L’impérialisme employé au singulier se détache de plus en plus des
États particuliers pour s’identifier à l’ensemble des économies
développées capitalistes qui exercent leur « effet de domination » [19]
sur l’économie du monde non-socialiste. Le terme a totalement perdu son
sens propre, pour s’identifier à celui d’exploitation économique.
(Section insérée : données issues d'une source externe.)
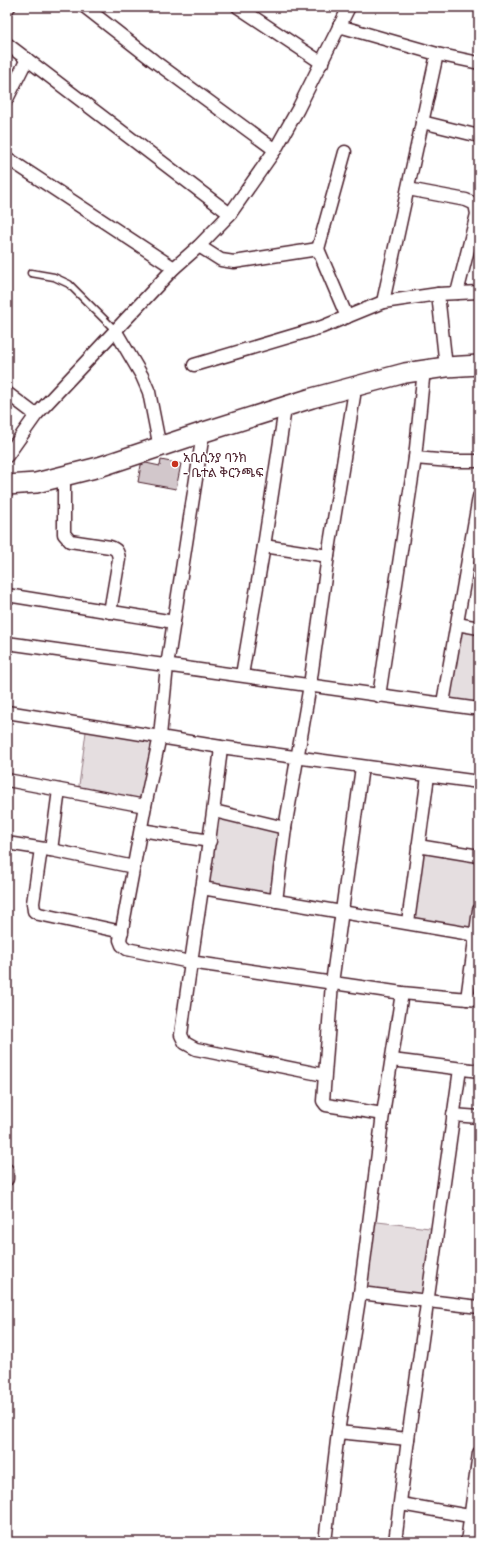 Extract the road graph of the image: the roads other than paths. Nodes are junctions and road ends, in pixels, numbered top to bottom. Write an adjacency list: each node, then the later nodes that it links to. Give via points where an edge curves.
1 (85, 7): 4 (street)
2 (238, 7): 9 (street)
3 (349, 7): 5 (street)
4 (101, 12): 14 (street, via 154,62)
5 (339, 26): 7 (street); 9 (street)
6 (7, 44): 8 (street)
7 (438, 54): 10 (street); 12 (street)
8 (27, 59): 11 (street); 18 (street)
9 (322, 63): 14 (street)
10 (479, 63)
11 (7, 100)
12 (422, 122): 13 (street); 17 (street)
13 (479, 136)
14 (275, 150): 18 (street)
15 (345, 152): 20 (street)
16 (7, 158): 21 (street)
17 (408, 189): 24 (street, via 475,204 477,214); 26 (street)
18 (230, 214): 19 (street)
19 (199, 246): 20 (street, via 221,260 234,262); 21 (street)
20 (318, 249): 27 (street)
21 (174, 268): 28 (street)
22 (31, 273): 28 (lane, via 54,277 69,284)
23 (479, 292): 24 (street)
24 (457, 293): 25 (street)
25 (438, 294): 26 (street); 31 (street)
26 (382, 302): 27 (street)
27 (347, 317): 29 (street, via 292,337)
28 (115, 330): 36 (street); 39 (street, via 149,392)
29 (194, 365)
30 (479, 365): 31 (main road)
31 (446, 367): 39 (main road, via 405,372 312,398)
32 (479, 373): 33 (main road)
33 (423, 379): 35 (main road); 41 (street)
34 (7, 393): 36 (street)
35 (354, 396): 37 (main road); 49 (street)
36 (36, 415): 40 (street)
37 (284, 415): 38 (main road); 47 (street)
38 (202, 440): 44 (main road); 52 (street)
39 (160, 448): 43 (main road, via 42,482)
40 (7, 456)
41 (415, 458): 42 (street); 59 (street)
42 (479, 461)
43 (7, 485)
44 (64, 485): 45 (main road); 51 (street, via 64,534 67,538 70,541 115,548 118,551 119,559)
45 (7, 495)
46 (479, 496): 48 (street)
47 (264, 546): 49 (street); 57 (street)
48 (474, 553): 53 (street)
49 (328, 556): 58 (street)
50 (7, 595): 51 (street)
51 (110, 612): 52 (street)
52 (174, 622): 56 (street)
53 (457, 624): 54 (street); 60 (street)
54 (479, 628)
55 (7, 643): 56 (street)
56 (167, 666): 57 (street); 63 (street)
57 (242, 675): 58 (street)
58 (310, 685): 59 (street); 65 (street)
59 (379, 696): 60 (street)
60 (443, 703): 61 (street)
61 (479, 709)
62 (7, 712): 63 (street)
63 (160, 736): 64 (street); 71 (street)
64 (221, 747): 65 (street); 72 (street)
65 (297, 756): 66 (street); 73 (street)
66 (362, 767): 67 (street); 84 (street)
67 (428, 776): 69 (street); 77 (street)
68 (7, 780): 70 (street)
69 (479, 782)
70 (59, 790): 71 (street); 78 (street)
71 (146, 806): 74 (street)
72 (214, 811): 73 (street); 75 (street)
73 (285, 828): 82 (street)
74 (141, 830): 75 (street); 80 (street)
75 (210, 841): 81 (street)
76 (7, 843): 78 (street)
77 (418, 846): 79 (street); 85 (street)
78 (46, 849): 80 (street); 86 (street, via 33,903 34,911)
79 (479, 856)
80 (134, 867): 86 (street)
81 (202, 888): 82 (street); 88 (street)
82 (276, 901): 84 (street)
83 (479, 910): 87 (street)
84 (341, 912): 85 (street); 89 (street)
85 (408, 922): 87 (street)
86 (122, 932): 88 (street, via 120,940 127,949)
87 (476, 935): 91 (street)
88 (190, 962): 89 (street); 95 (street, via 181,1034 185,1043 196,1049)
89 (332, 983): 90 (street); 95 (street)
90 (402, 993): 91 (street); 92 (street)
91 (473, 1000)
92 (392, 1060): 93 (street); 96 (street)
93 (460, 1069): 94 (street); 97 (street)
94 (479, 1071)
95 (324, 1075): 96 (street, via 323,1101 326,1105)
96 (383, 1114): 101 (street)
97 (453, 1115): 98 (street); 102 (street)
98 (479, 1118)
99 (7, 1170): 100 (street)
100 (7, 1179)
101 (360, 1293): 102 (street); 104 (street)
102 (428, 1302): 103 (street); 105 (street)
103 (479, 1307)
104 (338, 1432): 105 (street); 109 (street)
105 (408, 1439): 107 (street)
106 (479, 1453): 108 (street)
107 (401, 1504): 108 (street); 110 (street)
108 (469, 1516): 111 (street)
109 (325, 1542)
110 (395, 1542)
111 (466, 1542) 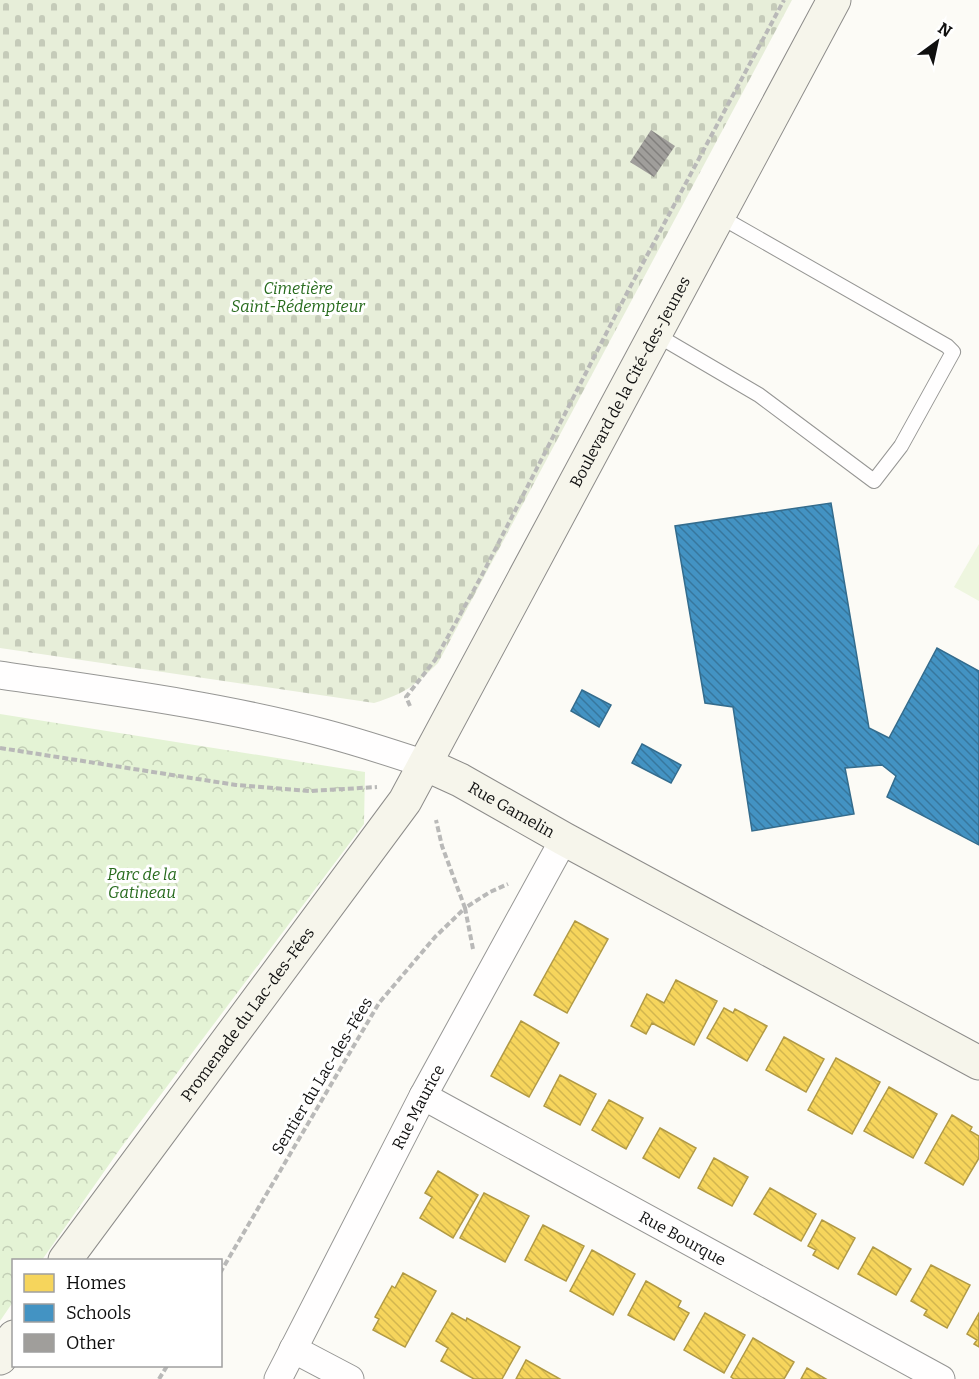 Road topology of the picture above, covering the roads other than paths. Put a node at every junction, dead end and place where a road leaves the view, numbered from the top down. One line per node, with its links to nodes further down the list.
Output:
1 (834, 0): 2 (street, Boulevard de la Cité-des-Jeunes)
2 (718, 216): 3 (street, Boulevard de la Cité-des-Jeunes); 3 (lane)
3 (656, 334): 5 (street, Boulevard de la Cité-des-Jeunes)
4 (0, 675): 5 (street, Rue Gamelin)
5 (425, 764): 6 (street, Rue Gamelin); 9 (street, Promenade du Lac-des-Fées)
6 (564, 839): 7 (street, Rue Gamelin); 8 (street, Rue Maurice)
7 (979, 1063)
8 (423, 1096): 11 (street, Rue Maurice); 15 (street, Rue Bourque)
9 (66, 1259)
10 (12, 1340): 12 (street)
11 (293, 1348): 13 (street, Rue Maurice); 14 (street)
12 (0, 1358)
13 (278, 1379)
14 (350, 1379)
15 (941, 1379) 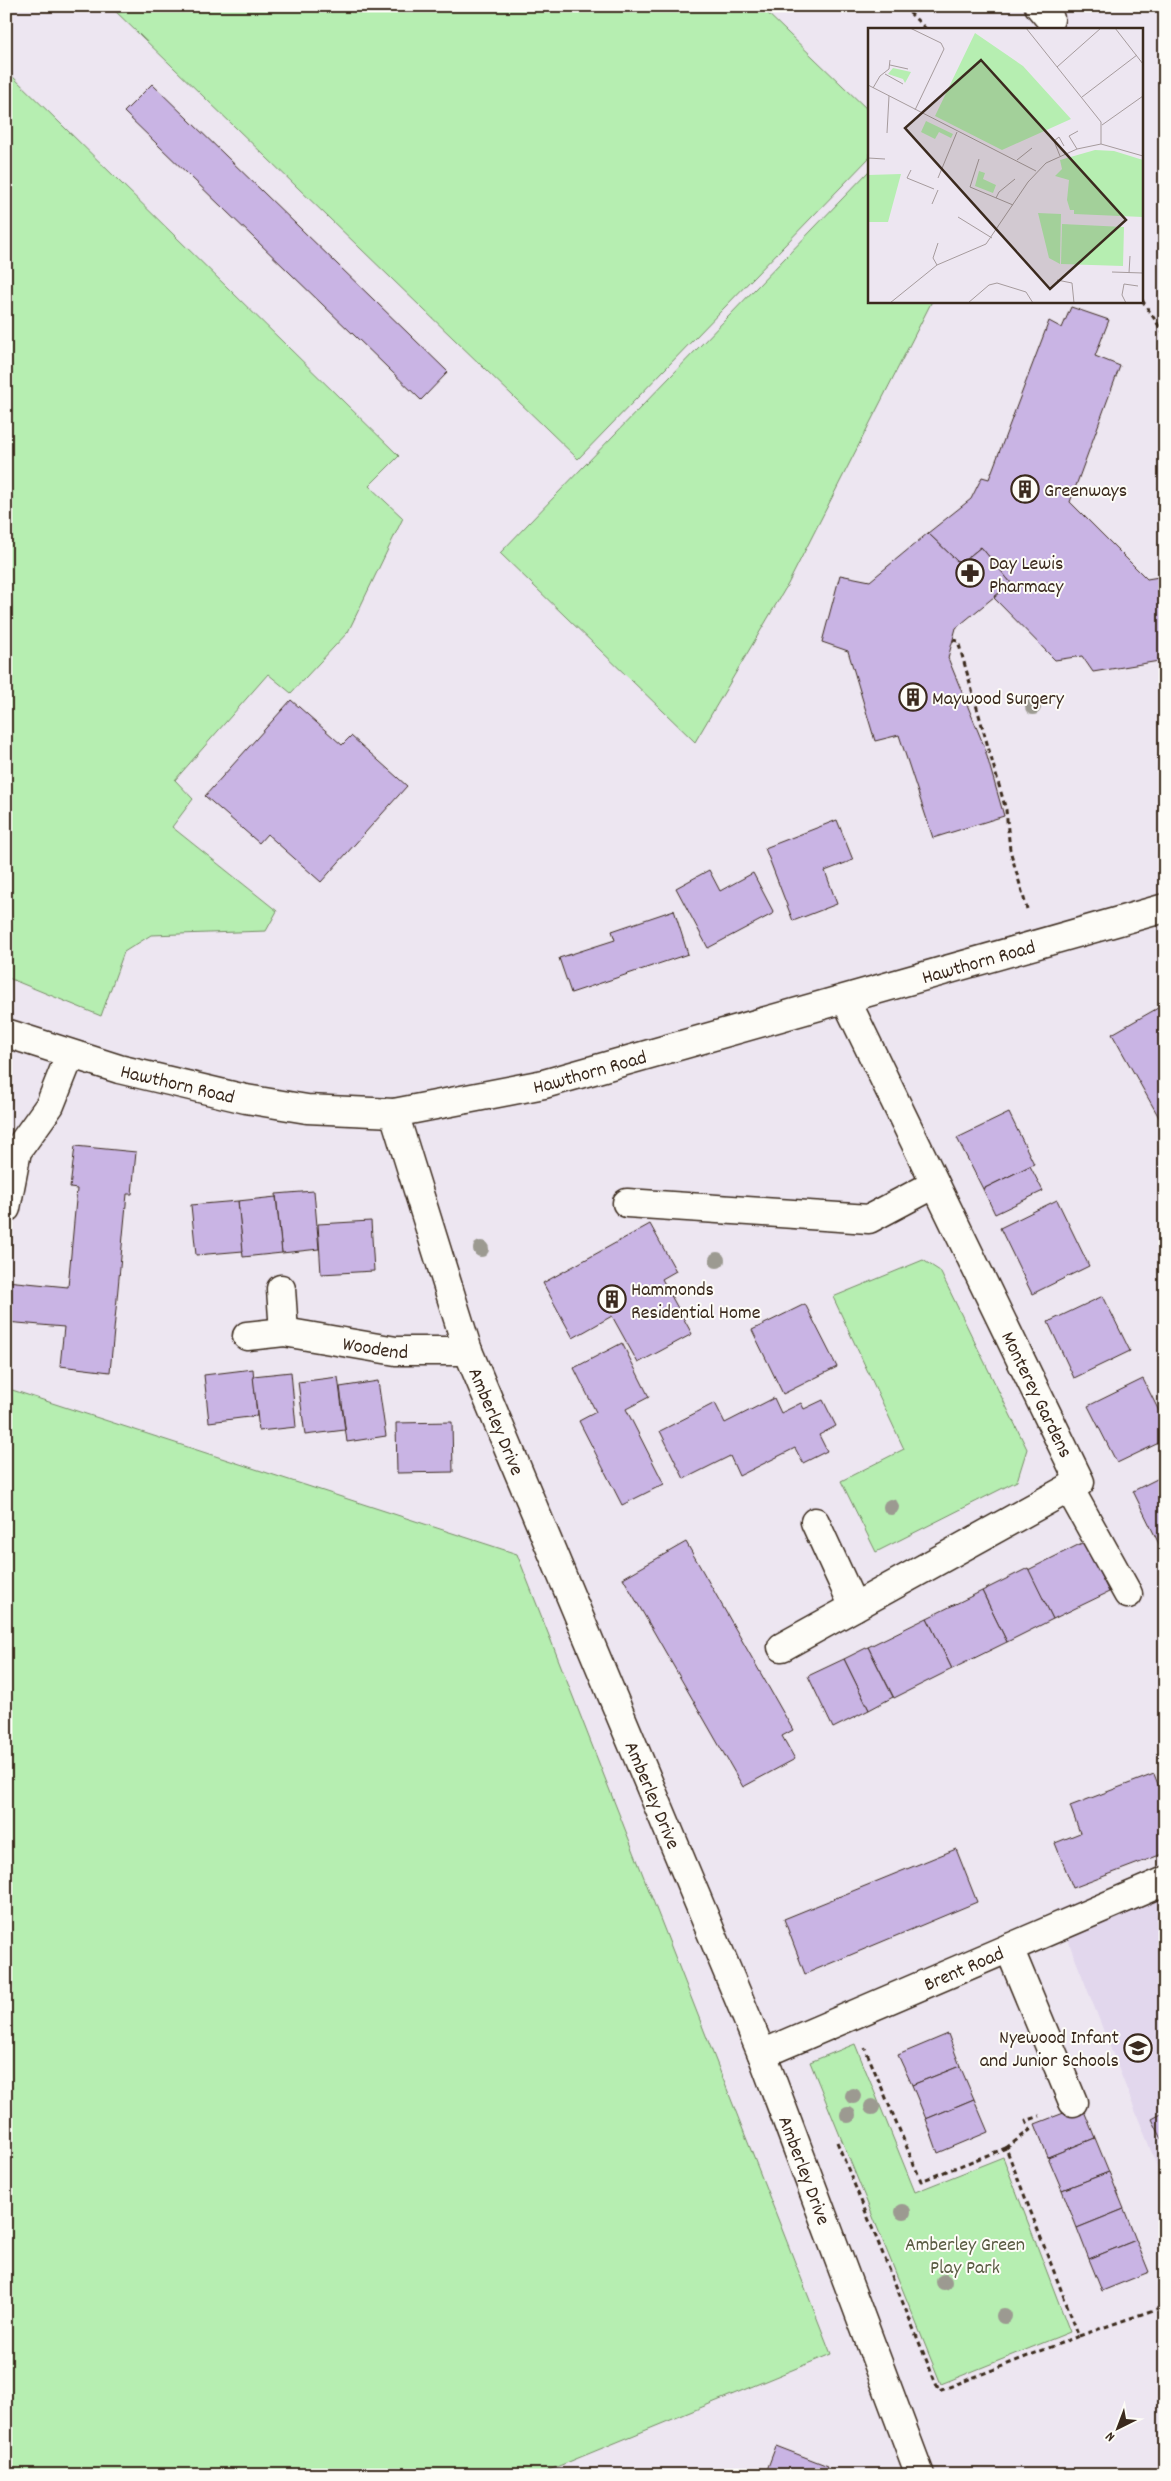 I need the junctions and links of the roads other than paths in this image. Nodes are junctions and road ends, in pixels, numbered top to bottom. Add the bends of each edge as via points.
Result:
1 (1165, 908) edge
2 (846, 1000) junction
3 (6, 1033) edge
4 (70, 1055) junction
5 (394, 1113) junction
6 (935, 1184) junction
7 (627, 1203) dead end
8 (6, 1208) edge
9 (281, 1289) dead end
10 (284, 1332) junction
11 (247, 1336) dead end
12 (468, 1350) junction
13 (1069, 1488) junction
14 (815, 1522) dead end
15 (1128, 1594) dead end
16 (854, 1607) junction
17 (782, 1647) dead end
18 (1165, 1881) edge
19 (1009, 1948) junction
20 (762, 2054) junction
21 (1074, 2102) dead end
22 (920, 2475) edge

1 - 2 street, Hawthorn Road
2 - 5 street, Hawthorn Road via 544,1084
2 - 6 street, Monterey Gardens
3 - 4 street, Hawthorn Road
4 - 5 street, Hawthorn Road via 246,1099 307,1109
4 - 8 street via 50,1106 18,1151
5 - 12 street, Amberley Drive
6 - 7 street via 869,1218
6 - 13 street, Monterey Gardens via 1080,1482
9 - 10 street
10 - 11 street, Woodend
10 - 12 street, Woodend via 396,1351
12 - 20 street, Amberley Drive
13 - 15 street
13 - 16 street, Monterey Gardens
14 - 16 street
16 - 17 street, Monterey Gardens
18 - 19 street, Brent Road
19 - 20 street, Brent Road
19 - 21 street
20 - 22 street, Amberley Drive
Ainsi la colonisation est-elle perçue comme domination,
et la domination comme instrument de l’exploitation. Dans la
représentation commune, un peuple colonisé est un peuple dominé et
exploité. Qu’est-ce que l’exploitation ? L’exploitation est l’action de
mettre en valeur un bien quelconque, c’est-à-dire d’en tirer profit. De
ce sens général plusieurs acceptions sont dérivées, de tonalités
neutres, laudatives, ou péjoratives : un exploitant n’est pas un
exploiteur.
Le sens neutre est strictement économique et privé de
toute coloration morale. On peut exploiter une terre, une forêt, des
mines : l’exploitation foncière, forestière, minière, désigne aussi bien
l’action que son objet. Le sens laudatif découle d’une exaltation
religieuse ou prométhéenne de l’action humaine qui transforme la face de
la terre en soumettant la nature à ses desseins. La découverte et
l’utilisation des ressources dormantes sont une valorisation de la
nature. L’homme est le roi de la Création et Dieu l’a mis sur la terre
pour qu’il la travaille. C’est pourquoi « l’humanité ne doit pas, ne
peut pas souffrir que l’incapacité, l’incurie, la paresse des peuples
sauvages laissent indéfiniment sans emploi les richesses que Dieu leur a
confiées avec mission de les faire servir au bien de tous » [20].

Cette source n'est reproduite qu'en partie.